* **WHAT TO WORK ON**
Scan the entries for the string "card" and give the number of lines that have it, nothing further.

Saved entries:
=====
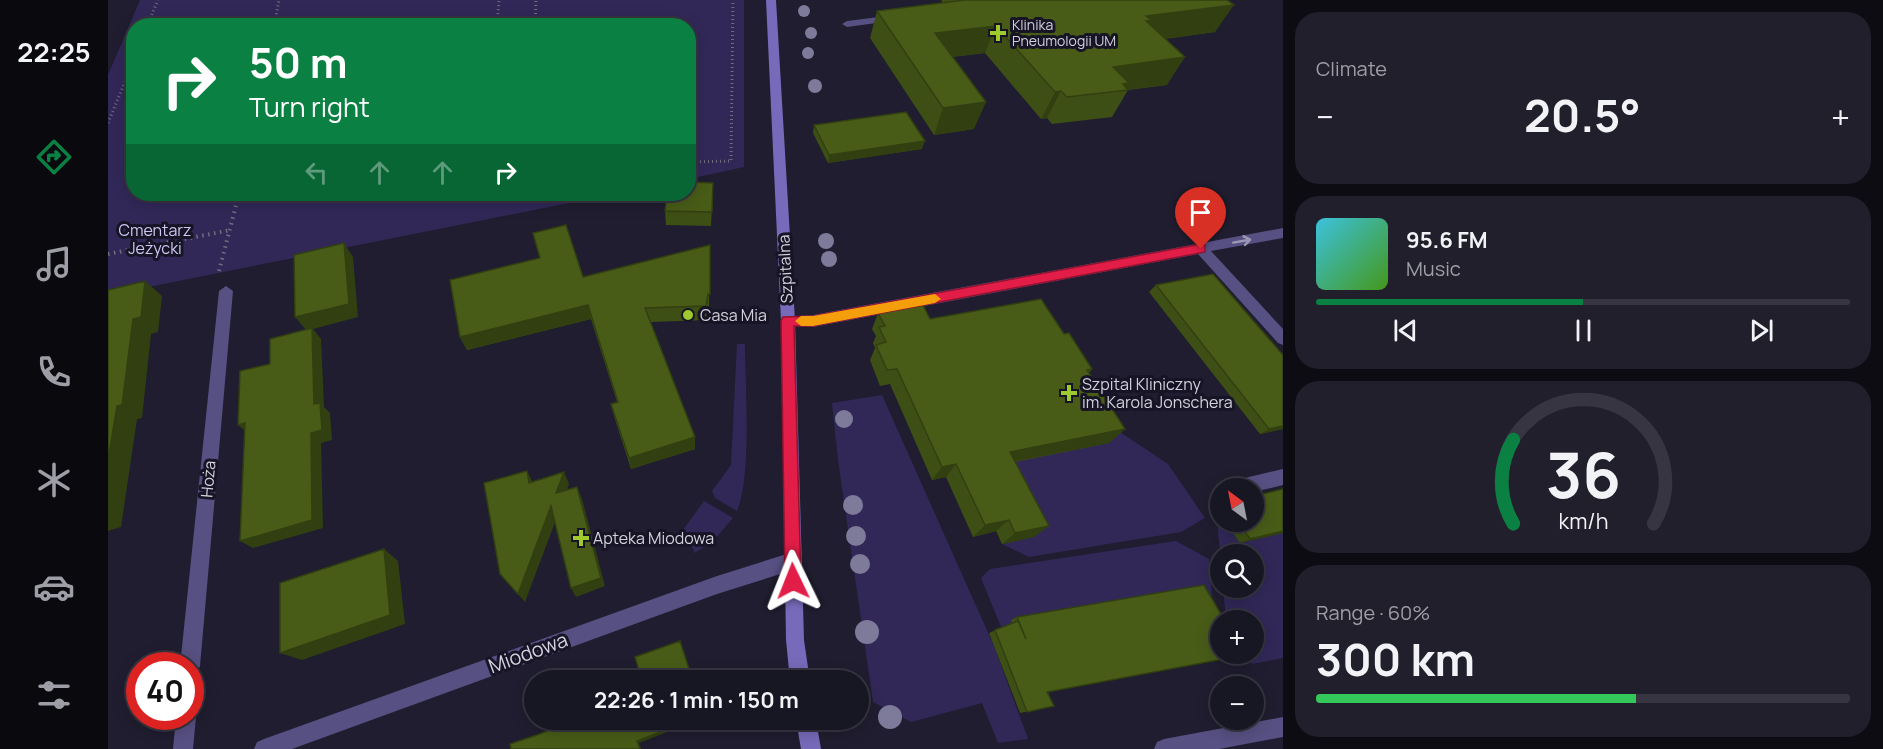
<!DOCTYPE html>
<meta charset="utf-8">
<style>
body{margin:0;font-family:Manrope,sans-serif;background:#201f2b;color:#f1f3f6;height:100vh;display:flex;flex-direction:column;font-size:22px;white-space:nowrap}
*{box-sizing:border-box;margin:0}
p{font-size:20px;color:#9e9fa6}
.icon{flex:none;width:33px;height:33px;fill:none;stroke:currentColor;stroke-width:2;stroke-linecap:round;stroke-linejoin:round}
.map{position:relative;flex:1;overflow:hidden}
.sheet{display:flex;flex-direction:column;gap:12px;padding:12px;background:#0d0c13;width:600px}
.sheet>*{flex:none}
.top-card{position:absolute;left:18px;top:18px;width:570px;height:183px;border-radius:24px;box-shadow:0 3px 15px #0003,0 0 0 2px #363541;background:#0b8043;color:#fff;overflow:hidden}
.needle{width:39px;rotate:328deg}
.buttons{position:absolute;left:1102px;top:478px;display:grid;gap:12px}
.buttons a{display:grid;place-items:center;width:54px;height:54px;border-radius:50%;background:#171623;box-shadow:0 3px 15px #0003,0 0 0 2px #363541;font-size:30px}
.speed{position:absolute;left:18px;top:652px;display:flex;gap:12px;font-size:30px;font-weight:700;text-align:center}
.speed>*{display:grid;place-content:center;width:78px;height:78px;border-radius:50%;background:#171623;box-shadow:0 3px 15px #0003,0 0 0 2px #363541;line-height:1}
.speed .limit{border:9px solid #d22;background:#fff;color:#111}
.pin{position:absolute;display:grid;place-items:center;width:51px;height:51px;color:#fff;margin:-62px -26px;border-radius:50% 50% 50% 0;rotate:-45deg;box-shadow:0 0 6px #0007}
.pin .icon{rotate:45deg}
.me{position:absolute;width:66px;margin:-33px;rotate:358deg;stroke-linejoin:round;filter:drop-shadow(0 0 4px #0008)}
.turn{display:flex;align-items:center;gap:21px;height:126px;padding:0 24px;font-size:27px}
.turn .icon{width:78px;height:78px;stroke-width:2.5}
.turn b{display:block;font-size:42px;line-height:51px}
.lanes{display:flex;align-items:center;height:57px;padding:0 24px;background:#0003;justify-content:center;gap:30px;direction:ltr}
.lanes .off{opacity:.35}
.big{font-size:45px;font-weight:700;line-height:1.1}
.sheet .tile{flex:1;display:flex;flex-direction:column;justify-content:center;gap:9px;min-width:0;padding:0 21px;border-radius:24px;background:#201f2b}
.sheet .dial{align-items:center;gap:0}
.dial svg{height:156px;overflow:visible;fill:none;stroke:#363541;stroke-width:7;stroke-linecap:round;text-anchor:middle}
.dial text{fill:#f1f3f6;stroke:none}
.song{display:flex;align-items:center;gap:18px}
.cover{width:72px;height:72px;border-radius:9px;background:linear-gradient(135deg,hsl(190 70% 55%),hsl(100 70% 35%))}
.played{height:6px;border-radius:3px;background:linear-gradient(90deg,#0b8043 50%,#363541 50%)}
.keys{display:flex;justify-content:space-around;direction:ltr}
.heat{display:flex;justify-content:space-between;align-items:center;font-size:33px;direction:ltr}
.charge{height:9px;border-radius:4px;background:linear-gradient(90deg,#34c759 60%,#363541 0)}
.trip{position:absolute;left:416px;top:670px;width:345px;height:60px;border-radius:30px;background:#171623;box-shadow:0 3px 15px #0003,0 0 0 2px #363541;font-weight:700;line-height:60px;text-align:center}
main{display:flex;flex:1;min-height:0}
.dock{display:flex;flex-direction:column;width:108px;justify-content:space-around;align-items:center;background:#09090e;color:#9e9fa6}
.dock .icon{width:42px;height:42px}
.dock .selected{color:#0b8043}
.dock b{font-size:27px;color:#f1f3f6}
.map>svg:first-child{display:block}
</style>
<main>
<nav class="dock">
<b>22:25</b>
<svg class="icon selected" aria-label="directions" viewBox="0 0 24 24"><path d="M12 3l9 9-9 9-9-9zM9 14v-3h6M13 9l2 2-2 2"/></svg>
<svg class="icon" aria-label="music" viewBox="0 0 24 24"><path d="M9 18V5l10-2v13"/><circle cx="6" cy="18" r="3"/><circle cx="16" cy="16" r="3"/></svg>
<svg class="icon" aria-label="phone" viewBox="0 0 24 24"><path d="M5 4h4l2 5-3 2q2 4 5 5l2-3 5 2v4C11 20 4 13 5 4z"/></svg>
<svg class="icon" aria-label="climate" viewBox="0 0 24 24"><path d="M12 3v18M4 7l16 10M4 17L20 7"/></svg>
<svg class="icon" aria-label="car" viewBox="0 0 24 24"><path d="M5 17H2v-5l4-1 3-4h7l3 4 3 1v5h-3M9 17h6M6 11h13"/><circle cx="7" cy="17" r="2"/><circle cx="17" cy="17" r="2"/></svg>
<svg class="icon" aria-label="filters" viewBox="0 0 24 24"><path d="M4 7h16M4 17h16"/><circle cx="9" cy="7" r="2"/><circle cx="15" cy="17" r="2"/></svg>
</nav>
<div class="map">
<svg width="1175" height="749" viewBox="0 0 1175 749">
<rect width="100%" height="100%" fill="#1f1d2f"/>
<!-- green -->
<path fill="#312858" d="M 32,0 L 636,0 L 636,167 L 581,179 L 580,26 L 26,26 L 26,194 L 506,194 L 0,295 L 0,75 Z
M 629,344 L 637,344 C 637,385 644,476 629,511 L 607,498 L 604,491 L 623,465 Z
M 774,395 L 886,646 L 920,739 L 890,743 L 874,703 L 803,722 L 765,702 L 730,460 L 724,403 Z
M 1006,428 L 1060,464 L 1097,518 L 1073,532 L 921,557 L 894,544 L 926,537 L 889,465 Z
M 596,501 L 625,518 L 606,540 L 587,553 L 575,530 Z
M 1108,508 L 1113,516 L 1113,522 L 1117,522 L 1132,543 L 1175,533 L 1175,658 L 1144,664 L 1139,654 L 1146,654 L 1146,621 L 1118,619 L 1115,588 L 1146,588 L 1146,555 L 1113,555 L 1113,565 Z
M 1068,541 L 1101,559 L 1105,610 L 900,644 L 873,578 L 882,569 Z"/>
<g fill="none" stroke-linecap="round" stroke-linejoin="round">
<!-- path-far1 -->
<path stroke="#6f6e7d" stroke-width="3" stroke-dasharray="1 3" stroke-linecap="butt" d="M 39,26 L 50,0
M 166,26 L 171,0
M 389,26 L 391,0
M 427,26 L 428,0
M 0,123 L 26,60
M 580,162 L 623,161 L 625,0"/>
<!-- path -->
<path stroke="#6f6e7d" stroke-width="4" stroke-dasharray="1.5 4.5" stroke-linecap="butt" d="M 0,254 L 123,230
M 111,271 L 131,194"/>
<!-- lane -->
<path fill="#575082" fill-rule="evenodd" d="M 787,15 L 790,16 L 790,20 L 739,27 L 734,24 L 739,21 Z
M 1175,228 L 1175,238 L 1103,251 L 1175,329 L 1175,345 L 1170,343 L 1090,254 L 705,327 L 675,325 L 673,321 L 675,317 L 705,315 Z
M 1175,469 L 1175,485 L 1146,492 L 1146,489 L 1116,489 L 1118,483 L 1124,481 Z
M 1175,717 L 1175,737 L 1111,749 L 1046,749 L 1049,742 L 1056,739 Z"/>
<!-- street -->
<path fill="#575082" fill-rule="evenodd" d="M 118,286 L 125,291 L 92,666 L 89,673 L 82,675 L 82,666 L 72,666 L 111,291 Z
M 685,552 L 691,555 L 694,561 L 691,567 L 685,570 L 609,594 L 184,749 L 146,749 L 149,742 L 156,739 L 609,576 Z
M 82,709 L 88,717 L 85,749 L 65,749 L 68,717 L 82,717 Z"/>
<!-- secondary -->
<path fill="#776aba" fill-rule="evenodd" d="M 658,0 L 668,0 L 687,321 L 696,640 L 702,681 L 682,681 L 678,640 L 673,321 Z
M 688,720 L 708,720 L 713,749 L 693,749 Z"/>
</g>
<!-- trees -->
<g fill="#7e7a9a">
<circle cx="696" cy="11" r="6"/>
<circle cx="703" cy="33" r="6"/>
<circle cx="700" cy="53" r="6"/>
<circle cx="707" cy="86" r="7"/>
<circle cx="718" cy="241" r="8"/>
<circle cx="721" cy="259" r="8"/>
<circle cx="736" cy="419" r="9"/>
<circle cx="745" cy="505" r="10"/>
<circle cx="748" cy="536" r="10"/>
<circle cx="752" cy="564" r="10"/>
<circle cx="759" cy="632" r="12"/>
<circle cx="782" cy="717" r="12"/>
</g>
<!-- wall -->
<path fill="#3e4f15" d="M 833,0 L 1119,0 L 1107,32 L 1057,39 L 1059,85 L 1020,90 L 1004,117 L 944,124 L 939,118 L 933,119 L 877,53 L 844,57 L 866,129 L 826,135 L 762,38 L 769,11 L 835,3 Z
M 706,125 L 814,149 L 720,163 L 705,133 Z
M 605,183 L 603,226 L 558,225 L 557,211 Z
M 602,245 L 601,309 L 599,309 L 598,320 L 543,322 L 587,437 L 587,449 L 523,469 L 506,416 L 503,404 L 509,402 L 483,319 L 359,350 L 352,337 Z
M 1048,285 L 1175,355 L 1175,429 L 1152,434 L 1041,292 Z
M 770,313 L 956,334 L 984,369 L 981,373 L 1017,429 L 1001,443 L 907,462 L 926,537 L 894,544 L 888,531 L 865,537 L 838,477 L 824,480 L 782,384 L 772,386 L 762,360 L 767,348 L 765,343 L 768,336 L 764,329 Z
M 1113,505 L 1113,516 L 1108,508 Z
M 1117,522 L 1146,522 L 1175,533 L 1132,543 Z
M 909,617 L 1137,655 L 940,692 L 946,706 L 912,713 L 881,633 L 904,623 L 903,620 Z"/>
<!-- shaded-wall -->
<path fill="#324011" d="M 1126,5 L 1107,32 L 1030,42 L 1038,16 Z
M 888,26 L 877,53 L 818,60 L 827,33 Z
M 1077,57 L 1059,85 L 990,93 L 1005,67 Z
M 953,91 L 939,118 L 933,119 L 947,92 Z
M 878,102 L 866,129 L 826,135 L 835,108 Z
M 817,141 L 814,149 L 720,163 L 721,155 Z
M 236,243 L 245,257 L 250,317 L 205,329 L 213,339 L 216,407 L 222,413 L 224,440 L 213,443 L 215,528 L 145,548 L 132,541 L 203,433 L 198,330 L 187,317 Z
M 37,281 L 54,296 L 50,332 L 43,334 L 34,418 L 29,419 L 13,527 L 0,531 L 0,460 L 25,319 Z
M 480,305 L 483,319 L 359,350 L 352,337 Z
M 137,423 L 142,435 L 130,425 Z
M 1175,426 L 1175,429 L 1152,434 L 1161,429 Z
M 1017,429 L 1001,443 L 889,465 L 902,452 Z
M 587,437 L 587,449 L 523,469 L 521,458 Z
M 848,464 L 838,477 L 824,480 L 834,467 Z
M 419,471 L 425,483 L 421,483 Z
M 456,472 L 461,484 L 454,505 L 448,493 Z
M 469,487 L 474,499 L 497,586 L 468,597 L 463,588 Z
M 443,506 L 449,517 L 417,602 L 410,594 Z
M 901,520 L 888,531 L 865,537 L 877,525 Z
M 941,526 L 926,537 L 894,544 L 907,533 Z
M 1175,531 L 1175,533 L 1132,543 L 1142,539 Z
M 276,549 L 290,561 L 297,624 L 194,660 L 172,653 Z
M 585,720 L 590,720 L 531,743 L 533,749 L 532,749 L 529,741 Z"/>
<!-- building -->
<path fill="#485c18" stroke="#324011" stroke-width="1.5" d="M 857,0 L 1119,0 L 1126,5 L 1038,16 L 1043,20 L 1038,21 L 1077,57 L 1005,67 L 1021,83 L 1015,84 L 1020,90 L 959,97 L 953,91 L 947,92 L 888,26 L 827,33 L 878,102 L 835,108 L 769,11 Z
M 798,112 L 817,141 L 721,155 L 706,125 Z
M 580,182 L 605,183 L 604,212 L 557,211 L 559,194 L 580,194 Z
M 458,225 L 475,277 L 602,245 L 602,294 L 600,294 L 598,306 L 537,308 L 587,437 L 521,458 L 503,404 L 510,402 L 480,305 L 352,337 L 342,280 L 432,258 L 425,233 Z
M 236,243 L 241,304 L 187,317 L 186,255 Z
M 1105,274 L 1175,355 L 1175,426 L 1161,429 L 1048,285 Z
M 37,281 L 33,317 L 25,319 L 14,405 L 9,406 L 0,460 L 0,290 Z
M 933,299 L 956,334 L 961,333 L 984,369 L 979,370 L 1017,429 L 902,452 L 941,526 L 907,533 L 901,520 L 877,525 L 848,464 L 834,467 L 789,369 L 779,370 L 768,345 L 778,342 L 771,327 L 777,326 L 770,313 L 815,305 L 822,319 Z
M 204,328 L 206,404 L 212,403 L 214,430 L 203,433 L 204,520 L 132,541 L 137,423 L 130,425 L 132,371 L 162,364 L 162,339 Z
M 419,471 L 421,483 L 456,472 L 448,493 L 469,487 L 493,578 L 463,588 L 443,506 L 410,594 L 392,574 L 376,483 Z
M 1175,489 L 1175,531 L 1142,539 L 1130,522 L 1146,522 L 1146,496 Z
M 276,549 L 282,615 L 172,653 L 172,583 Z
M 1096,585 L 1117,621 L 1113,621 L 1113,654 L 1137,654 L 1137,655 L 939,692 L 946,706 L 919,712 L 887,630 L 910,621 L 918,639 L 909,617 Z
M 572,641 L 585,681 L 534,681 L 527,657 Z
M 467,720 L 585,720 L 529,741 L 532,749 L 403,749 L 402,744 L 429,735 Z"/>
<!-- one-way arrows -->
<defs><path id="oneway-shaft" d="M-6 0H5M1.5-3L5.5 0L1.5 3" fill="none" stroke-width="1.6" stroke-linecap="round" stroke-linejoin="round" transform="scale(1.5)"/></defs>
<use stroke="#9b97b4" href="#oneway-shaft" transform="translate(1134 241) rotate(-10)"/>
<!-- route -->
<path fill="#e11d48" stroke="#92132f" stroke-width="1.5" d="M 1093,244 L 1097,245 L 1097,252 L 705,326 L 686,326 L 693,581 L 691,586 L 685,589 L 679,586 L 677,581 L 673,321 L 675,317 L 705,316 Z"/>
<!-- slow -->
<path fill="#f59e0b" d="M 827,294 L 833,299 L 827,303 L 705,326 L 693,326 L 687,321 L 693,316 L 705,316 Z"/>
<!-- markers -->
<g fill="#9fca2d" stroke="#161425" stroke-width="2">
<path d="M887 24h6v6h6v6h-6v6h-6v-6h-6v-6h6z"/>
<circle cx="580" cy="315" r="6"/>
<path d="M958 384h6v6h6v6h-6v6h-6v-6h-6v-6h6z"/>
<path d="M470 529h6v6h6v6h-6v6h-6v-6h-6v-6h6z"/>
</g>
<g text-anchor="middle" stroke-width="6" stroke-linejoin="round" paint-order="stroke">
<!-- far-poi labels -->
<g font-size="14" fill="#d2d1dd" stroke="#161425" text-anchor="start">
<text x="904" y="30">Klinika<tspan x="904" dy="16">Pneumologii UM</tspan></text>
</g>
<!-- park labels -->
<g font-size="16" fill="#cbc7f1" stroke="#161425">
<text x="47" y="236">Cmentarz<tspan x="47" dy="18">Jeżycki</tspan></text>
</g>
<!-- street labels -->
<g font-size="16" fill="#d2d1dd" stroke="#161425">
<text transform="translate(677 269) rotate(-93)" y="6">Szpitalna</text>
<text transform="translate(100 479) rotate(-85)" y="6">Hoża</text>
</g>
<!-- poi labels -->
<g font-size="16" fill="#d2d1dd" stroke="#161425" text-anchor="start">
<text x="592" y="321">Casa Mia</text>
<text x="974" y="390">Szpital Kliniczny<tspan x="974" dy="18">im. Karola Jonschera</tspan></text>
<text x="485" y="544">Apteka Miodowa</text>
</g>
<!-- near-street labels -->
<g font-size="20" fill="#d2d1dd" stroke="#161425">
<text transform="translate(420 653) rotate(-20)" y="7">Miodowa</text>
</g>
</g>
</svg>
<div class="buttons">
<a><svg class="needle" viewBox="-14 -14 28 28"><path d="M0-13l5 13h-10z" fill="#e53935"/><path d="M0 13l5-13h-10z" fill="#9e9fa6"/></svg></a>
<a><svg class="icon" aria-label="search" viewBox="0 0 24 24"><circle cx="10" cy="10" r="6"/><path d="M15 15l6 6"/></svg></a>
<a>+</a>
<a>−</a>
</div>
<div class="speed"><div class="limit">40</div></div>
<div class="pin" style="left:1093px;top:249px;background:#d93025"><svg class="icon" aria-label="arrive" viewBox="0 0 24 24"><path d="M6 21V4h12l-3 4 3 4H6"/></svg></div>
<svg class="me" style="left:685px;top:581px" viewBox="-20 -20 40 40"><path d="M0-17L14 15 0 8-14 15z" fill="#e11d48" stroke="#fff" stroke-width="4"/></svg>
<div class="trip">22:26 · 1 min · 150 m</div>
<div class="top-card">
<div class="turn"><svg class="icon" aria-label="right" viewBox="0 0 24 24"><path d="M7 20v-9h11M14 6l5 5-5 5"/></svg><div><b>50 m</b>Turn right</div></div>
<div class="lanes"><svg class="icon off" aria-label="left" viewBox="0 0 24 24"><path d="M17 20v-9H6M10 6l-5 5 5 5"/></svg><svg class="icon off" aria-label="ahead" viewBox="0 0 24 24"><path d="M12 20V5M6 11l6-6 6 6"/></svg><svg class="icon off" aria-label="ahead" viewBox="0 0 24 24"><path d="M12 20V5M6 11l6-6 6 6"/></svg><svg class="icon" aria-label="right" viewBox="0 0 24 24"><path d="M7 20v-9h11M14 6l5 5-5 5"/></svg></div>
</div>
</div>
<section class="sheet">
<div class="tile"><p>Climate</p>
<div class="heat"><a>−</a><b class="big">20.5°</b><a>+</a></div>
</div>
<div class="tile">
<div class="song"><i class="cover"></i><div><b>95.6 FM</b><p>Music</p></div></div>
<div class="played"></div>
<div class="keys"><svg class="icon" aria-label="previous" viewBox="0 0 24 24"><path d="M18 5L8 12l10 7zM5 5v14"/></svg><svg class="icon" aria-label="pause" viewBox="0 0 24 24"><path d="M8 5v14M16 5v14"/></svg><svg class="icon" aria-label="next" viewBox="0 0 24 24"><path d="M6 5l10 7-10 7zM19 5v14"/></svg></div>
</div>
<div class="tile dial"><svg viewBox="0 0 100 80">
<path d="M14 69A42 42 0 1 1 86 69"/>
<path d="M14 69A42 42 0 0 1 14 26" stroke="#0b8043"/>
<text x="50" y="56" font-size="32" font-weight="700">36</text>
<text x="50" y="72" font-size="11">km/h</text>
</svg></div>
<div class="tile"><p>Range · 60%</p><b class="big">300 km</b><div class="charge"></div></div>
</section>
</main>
=====
* **RESPONSE**
2